In a putative class action suit against Microsoft relating to anti-piracy tools built into its Windows operating system (Johnson v. Microsoft Corp., W.D. Wash., No. 06-0900), a Washington federal district court held that IP addresses are not "personally identifiable information." The issue arose in a summary judgment motion on the plaintiff's claim that Microsoft violated the contract between the consumer plaintiffs and Microsoft – that contract was the End User License Agreement ("EULA") that consumers must agree to when first using Microsoft Windows XP.
Windows XP includes the Windows Genuine Advantage tool, which sends certain information from the user's computer to Microsoft to enable Microsoft to identify pirated versions of Windows. The EULA states that Microsoft will not transmit "personally identifiable information" without the user's consent (but did not define the term). Among the information transmitted is the user's IP address, leading to the parties dispute regarding whether an IP address constitutes personally identifiable information.

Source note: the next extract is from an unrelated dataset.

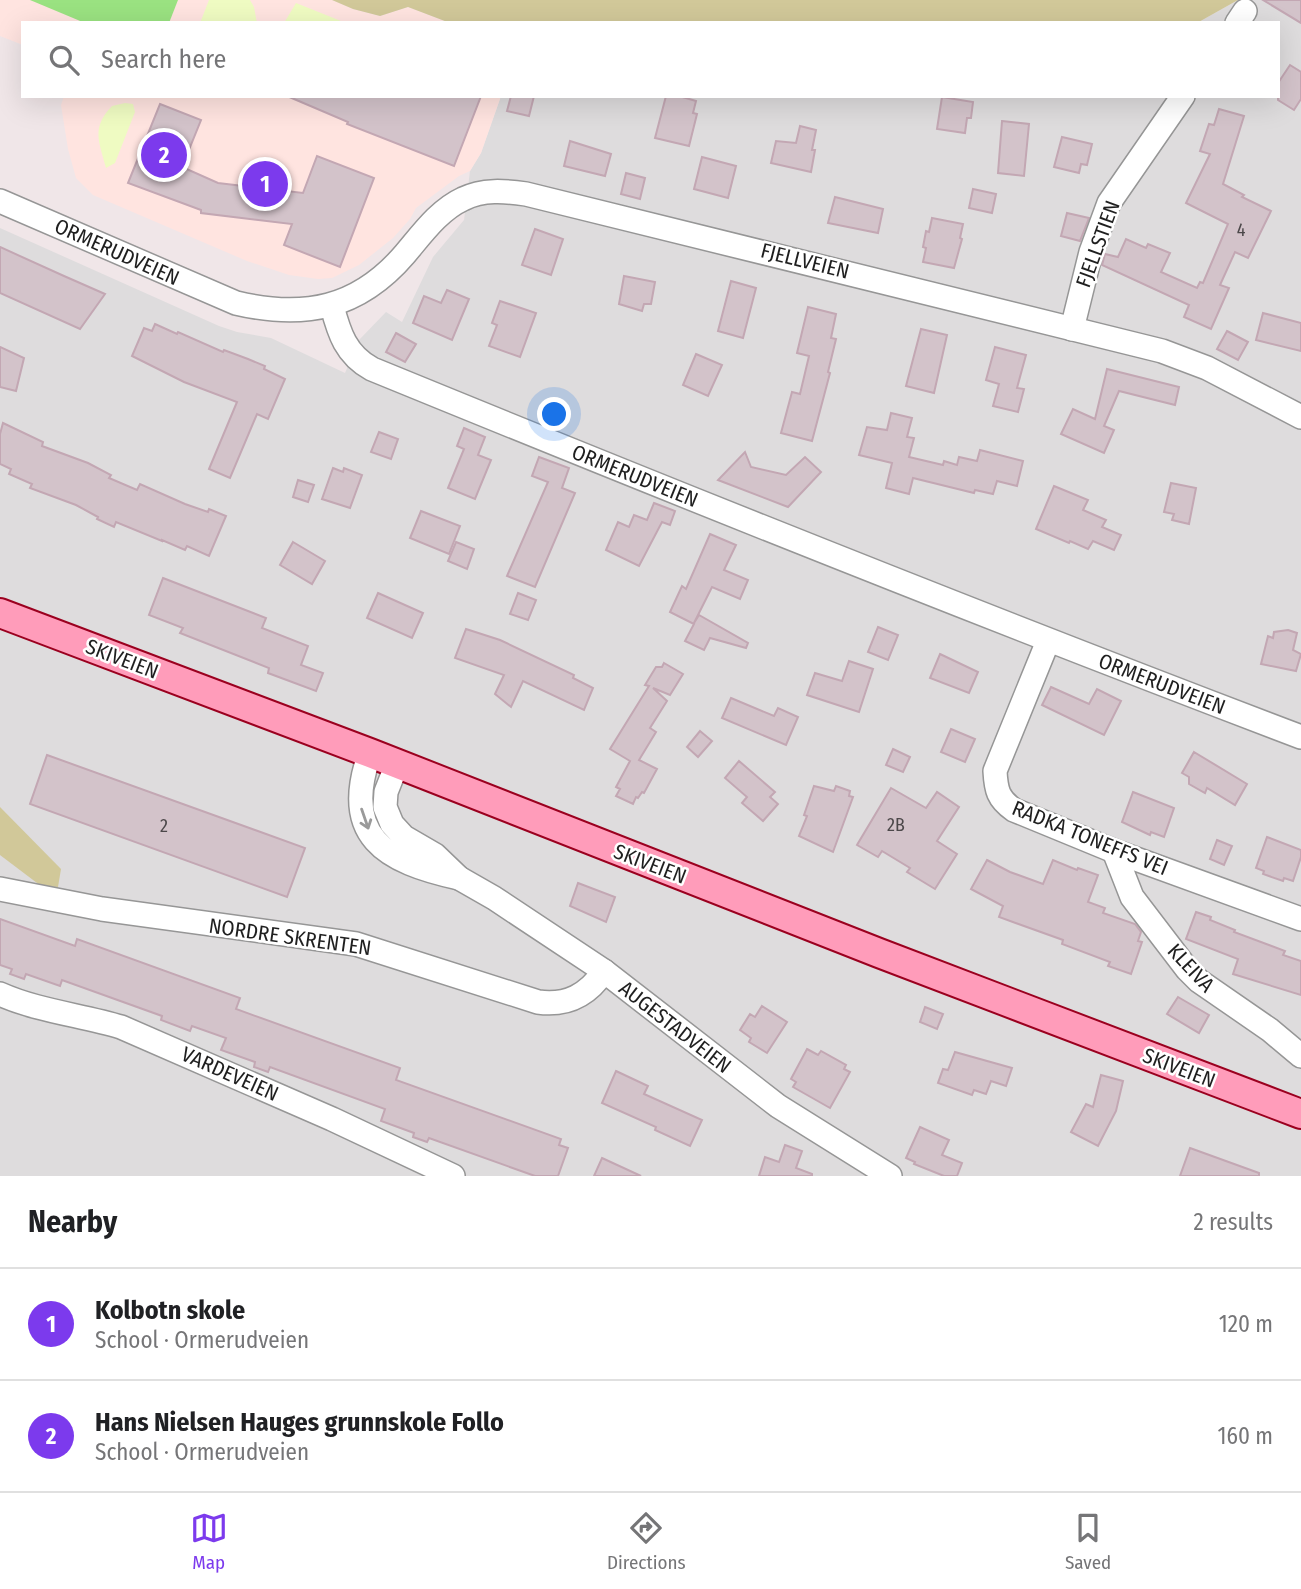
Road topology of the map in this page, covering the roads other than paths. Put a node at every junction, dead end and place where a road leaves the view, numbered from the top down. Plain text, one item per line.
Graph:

The court relied on case law from the 6th Circuit Court of Appeals and a California district court in finding that an IP address does not qualify as "personally identifiable information" because (1) an IP address identifies only a computer (but not a specific person) and (2) IP addresses generally change over time as ISPs periodically assign new IP addresses to users' computers.
Companies should exercise caution when relying on this and similar holdings, however. European data protection authorities have taken the opposite view.